[Material for this task Boundary: Start]

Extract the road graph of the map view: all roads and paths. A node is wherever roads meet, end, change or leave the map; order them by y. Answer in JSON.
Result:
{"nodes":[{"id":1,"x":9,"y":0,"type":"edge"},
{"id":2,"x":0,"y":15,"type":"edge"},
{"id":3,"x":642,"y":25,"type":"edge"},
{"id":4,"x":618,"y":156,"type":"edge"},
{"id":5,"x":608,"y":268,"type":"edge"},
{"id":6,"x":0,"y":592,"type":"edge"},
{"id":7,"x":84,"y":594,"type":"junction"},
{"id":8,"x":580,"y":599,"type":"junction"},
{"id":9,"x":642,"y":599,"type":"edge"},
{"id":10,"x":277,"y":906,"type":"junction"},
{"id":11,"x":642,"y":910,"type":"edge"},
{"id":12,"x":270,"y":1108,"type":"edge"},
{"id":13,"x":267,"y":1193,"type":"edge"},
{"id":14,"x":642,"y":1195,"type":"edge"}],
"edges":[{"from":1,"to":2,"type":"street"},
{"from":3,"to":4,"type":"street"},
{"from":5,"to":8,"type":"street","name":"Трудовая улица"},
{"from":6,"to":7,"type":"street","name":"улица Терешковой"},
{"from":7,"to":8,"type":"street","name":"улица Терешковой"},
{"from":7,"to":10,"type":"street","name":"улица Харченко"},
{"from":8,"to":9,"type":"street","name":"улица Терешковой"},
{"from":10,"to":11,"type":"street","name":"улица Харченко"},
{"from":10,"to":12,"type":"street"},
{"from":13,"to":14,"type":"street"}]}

[Material for this task Boundary: End]

Problem to work on:
Word for word, return each of the entries.

Response box:
Extract the road graph of the map view: all roads and paths. A node is wherever roads meet, end, change or leave the map; order them by y. Answer in JSON.
Result:
{"nodes":[{"id":1,"x":9,"y":0,"type":"edge"},
{"id":2,"x":0,"y":15,"type":"edge"},
{"id":3,"x":642,"y":25,"type":"edge"},
{"id":4,"x":618,"y":156,"type":"edge"},
{"id":5,"x":608,"y":268,"type":"edge"},
{"id":6,"x":0,"y":592,"type":"edge"},
{"id":7,"x":84,"y":594,"type":"junction"},
{"id":8,"x":580,"y":599,"type":"junction"},
{"id":9,"x":642,"y":599,"type":"edge"},
{"id":10,"x":277,"y":906,"type":"junction"},
{"id":11,"x":642,"y":910,"type":"edge"},
{"id":12,"x":270,"y":1108,"type":"edge"},
{"id":13,"x":267,"y":1193,"type":"edge"},
{"id":14,"x":642,"y":1195,"type":"edge"}],
"edges":[{"from":1,"to":2,"type":"street"},
{"from":3,"to":4,"type":"street"},
{"from":5,"to":8,"type":"street","name":"Трудовая улица"},
{"from":6,"to":7,"type":"street","name":"улица Терешковой"},
{"from":7,"to":8,"type":"street","name":"улица Терешковой"},
{"from":7,"to":10,"type":"street","name":"улица Харченко"},
{"from":8,"to":9,"type":"street","name":"улица Терешковой"},
{"from":10,"to":11,"type":"street","name":"улица Харченко"},
{"from":10,"to":12,"type":"street"},
{"from":13,"to":14,"type":"street"}]}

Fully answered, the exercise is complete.